SUPPLIED ENTRIES
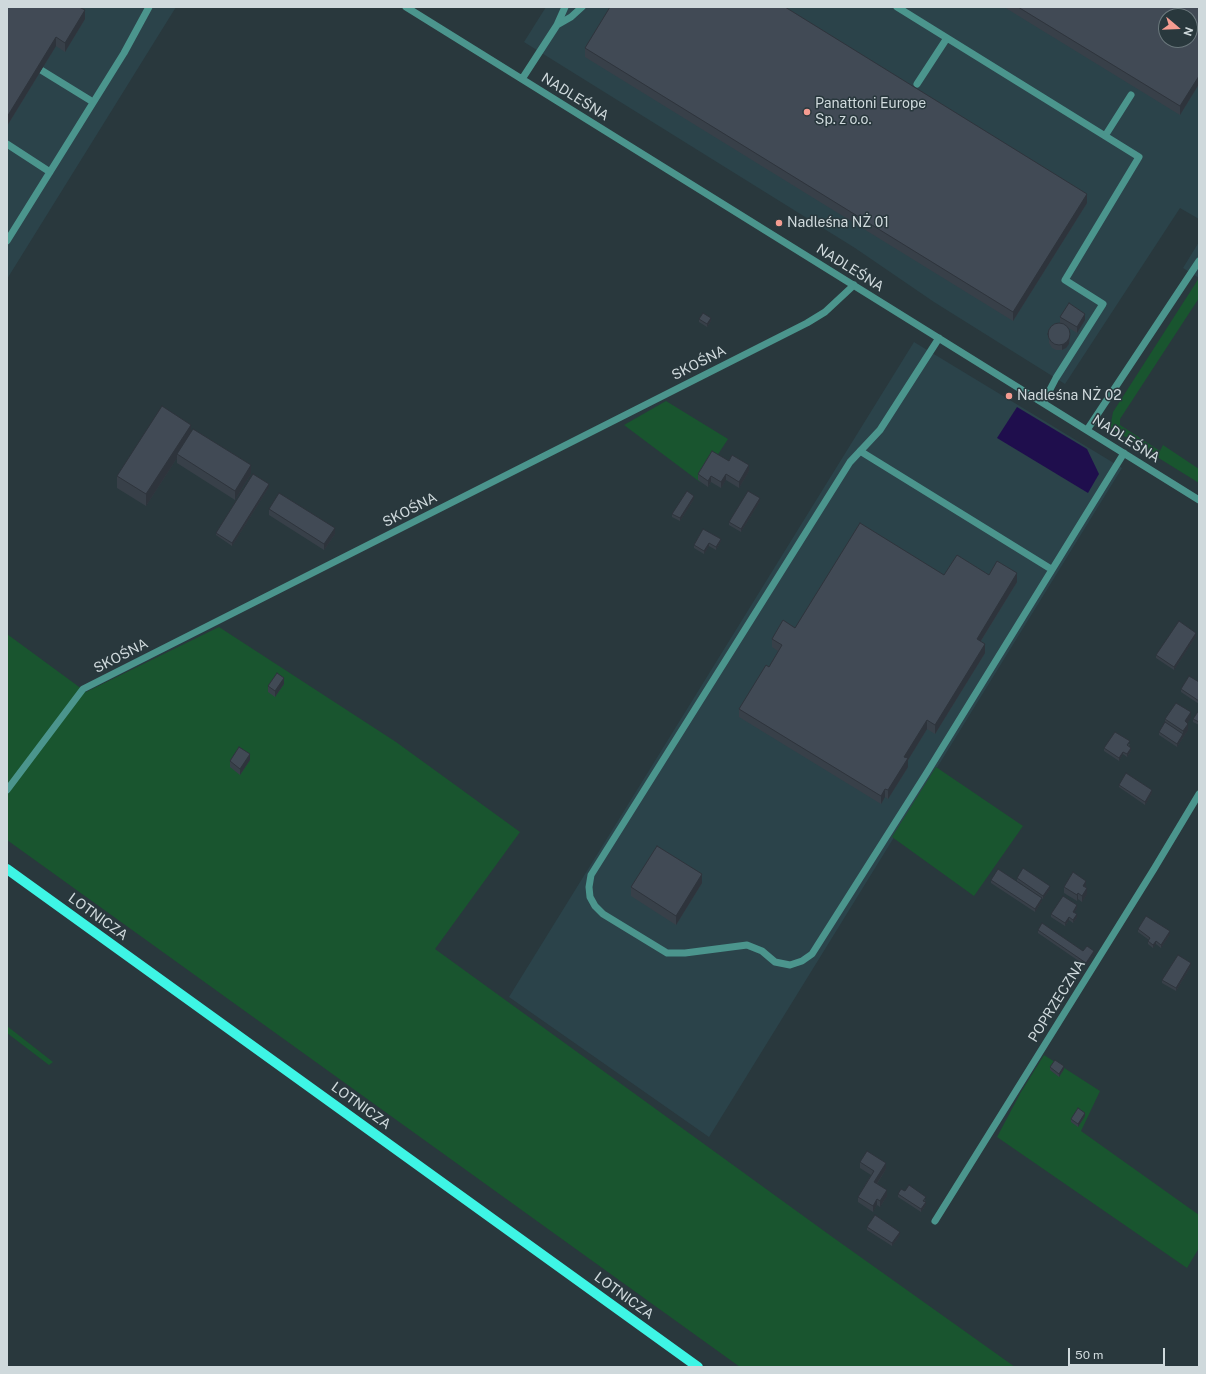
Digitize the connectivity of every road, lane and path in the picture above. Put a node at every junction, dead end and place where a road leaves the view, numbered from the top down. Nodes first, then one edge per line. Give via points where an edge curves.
1 (149, 7) edge
2 (406, 7) edge
3 (565, 7) edge
4 (582, 7) edge
5 (897, 7) edge
6 (557, 25) junction
7 (947, 38) junction
8 (41, 70) edge
9 (522, 79) junction
10 (917, 84) dead end
11 (1131, 95) dead end
12 (93, 102) junction
13 (1106, 136) junction
14 (7, 144) edge
15 (50, 172) junction
16 (7, 241) edge
17 (1198, 262) edge
18 (854, 285) junction
19 (938, 338) junction
20 (1043, 403) junction
21 (1087, 430) junction
22 (860, 451) junction
23 (1124, 453) junction
24 (1199, 500) edge
25 (1051, 569) junction
26 (7, 790) edge
27 (1199, 794) edge
28 (7, 869) edge
29 (935, 1221) dead end
30 (698, 1367) edge

1 - 12 street
2 - 9 street, NADLEŚNA
3 - 6 street
4 - 6 street
5 - 7 street
6 - 9 street
7 - 10 street
7 - 13 street
8 - 12 street
9 - 18 street, NADLEŚNA
11 - 13 street
12 - 15 street
13 - 20 street via 1139,157 1065,280 1103,304
14 - 15 street
15 - 16 street
17 - 21 street
18 - 19 street, NADLEŚNA
18 - 26 street, SKOŚNA via 825,312 807,324 83,689
19 - 20 street, NADLEŚNA
19 - 22 street via 880,430
20 - 21 street, NADLEŚNA
21 - 23 street, NADLEŚNA
22 - 25 street
22 - 25 street via 825,501 592,875 590,897 603,914 667,953 747,945 762,951 775,962 790,965 812,954
23 - 24 street, NADLEŚNA
23 - 25 street
27 - 29 street, POPRZECZNA
28 - 30 main road, LOTNICZA

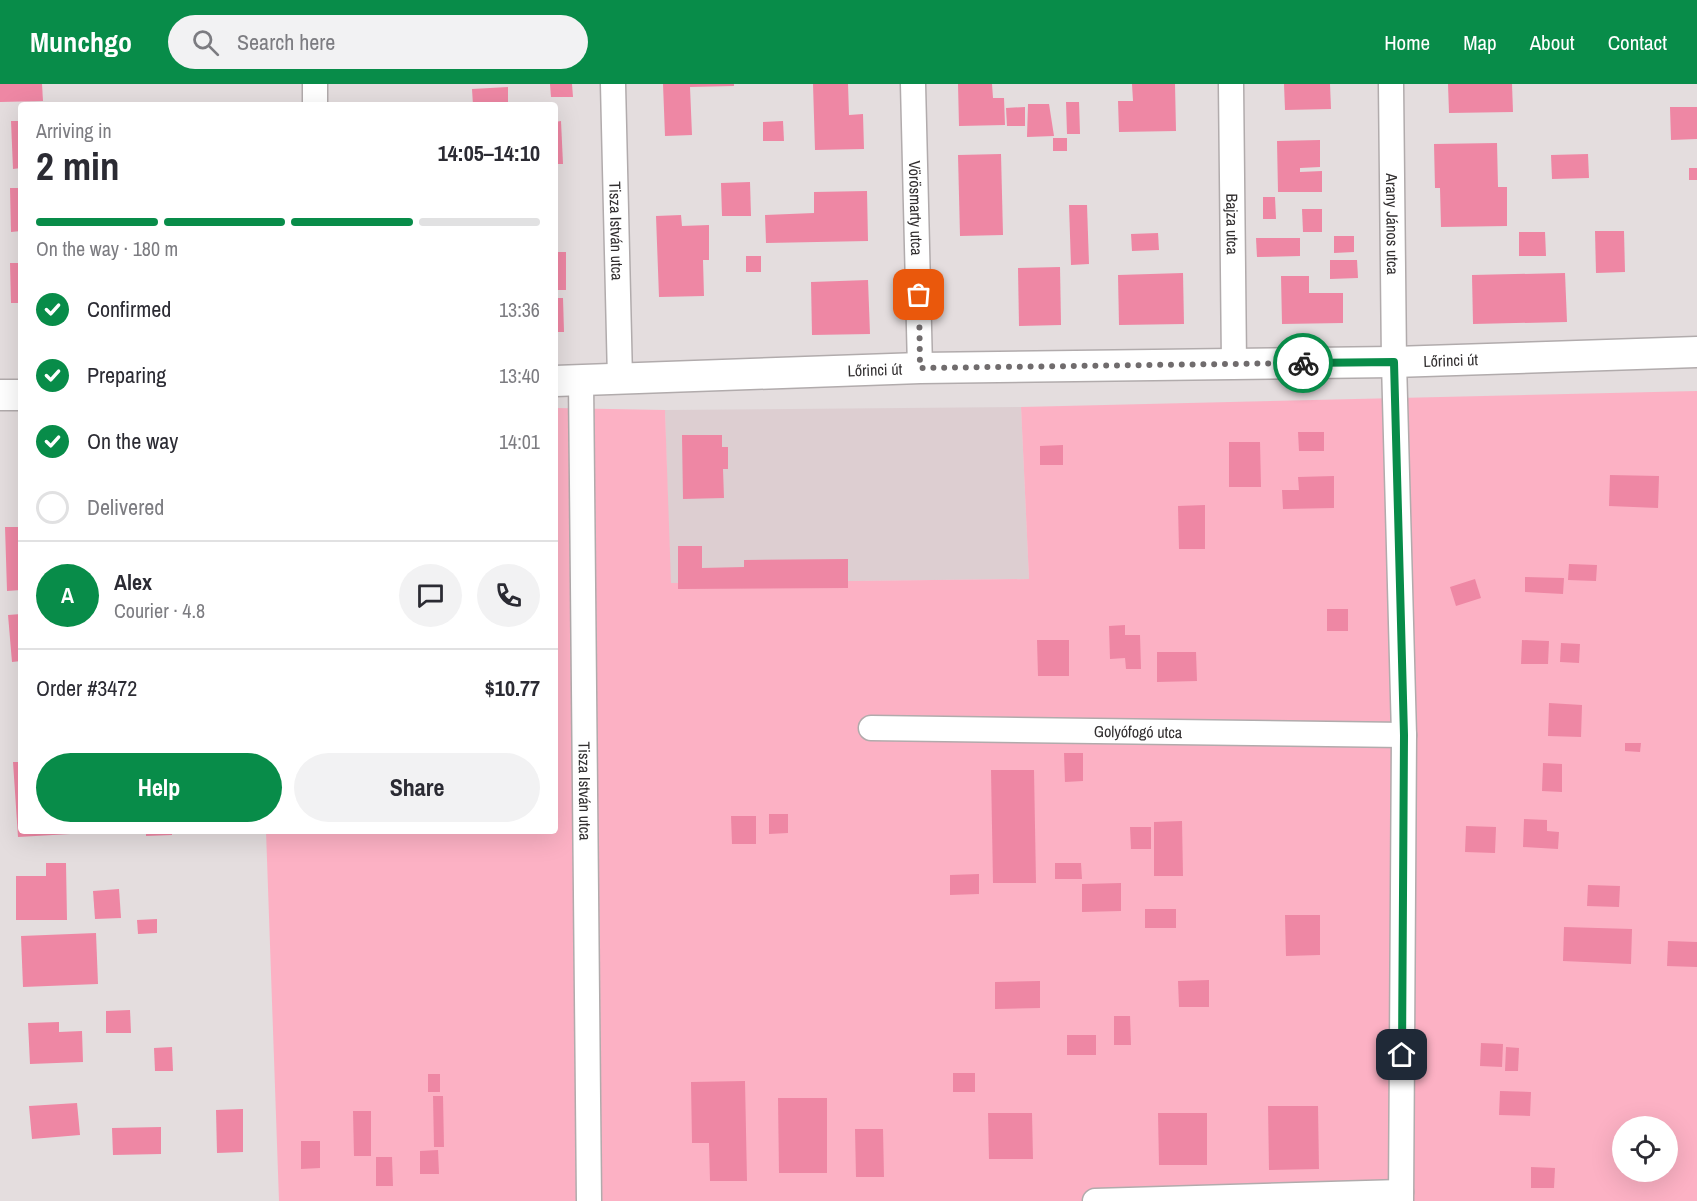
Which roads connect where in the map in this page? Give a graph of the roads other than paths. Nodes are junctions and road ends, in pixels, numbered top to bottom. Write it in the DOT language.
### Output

DESCRIPTION OF THE TASK
Print the records exactly, every one. Leave out the pictures.

ANSWER TO THIS TASK
Digitize the connectivity of every road, lane and path in the picture above. Put a node at every junction, dead end and place where a road leaves the view, numbered from the top down. Nodes first, then one edge per line. Give via points where an edge curves.
1 (149, 7) edge
2 (406, 7) edge
3 (565, 7) edge
4 (582, 7) edge
5 (897, 7) edge
6 (557, 25) junction
7 (947, 38) junction
8 (41, 70) edge
9 (522, 79) junction
10 (917, 84) dead end
11 (1131, 95) dead end
12 (93, 102) junction
13 (1106, 136) junction
14 (7, 144) edge
15 (50, 172) junction
16 (7, 241) edge
17 (1198, 262) edge
18 (854, 285) junction
19 (938, 338) junction
20 (1043, 403) junction
21 (1087, 430) junction
22 (860, 451) junction
23 (1124, 453) junction
24 (1199, 500) edge
25 (1051, 569) junction
26 (7, 790) edge
27 (1199, 794) edge
28 (7, 869) edge
29 (935, 1221) dead end
30 (698, 1367) edge

1 - 12 street
2 - 9 street, NADLEŚNA
3 - 6 street
4 - 6 street
5 - 7 street
6 - 9 street
7 - 10 street
7 - 13 street
8 - 12 street
9 - 18 street, NADLEŚNA
11 - 13 street
12 - 15 street
13 - 20 street via 1139,157 1065,280 1103,304
14 - 15 street
15 - 16 street
17 - 21 street
18 - 19 street, NADLEŚNA
18 - 26 street, SKOŚNA via 825,312 807,324 83,689
19 - 20 street, NADLEŚNA
19 - 22 street via 880,430
20 - 21 street, NADLEŚNA
21 - 23 street, NADLEŚNA
22 - 25 street
22 - 25 street via 825,501 592,875 590,897 603,914 667,953 747,945 762,951 775,962 790,965 812,954
23 - 24 street, NADLEŚNA
23 - 25 street
27 - 29 street, POPRZECZNA
28 - 30 main road, LOTNICZA

Which roads connect where in the map in this page? Give a graph of the roads other than paths. Nodes are junctions and road ends, in pixels, numbered top to bottom. Write it in the DOT language.
### Output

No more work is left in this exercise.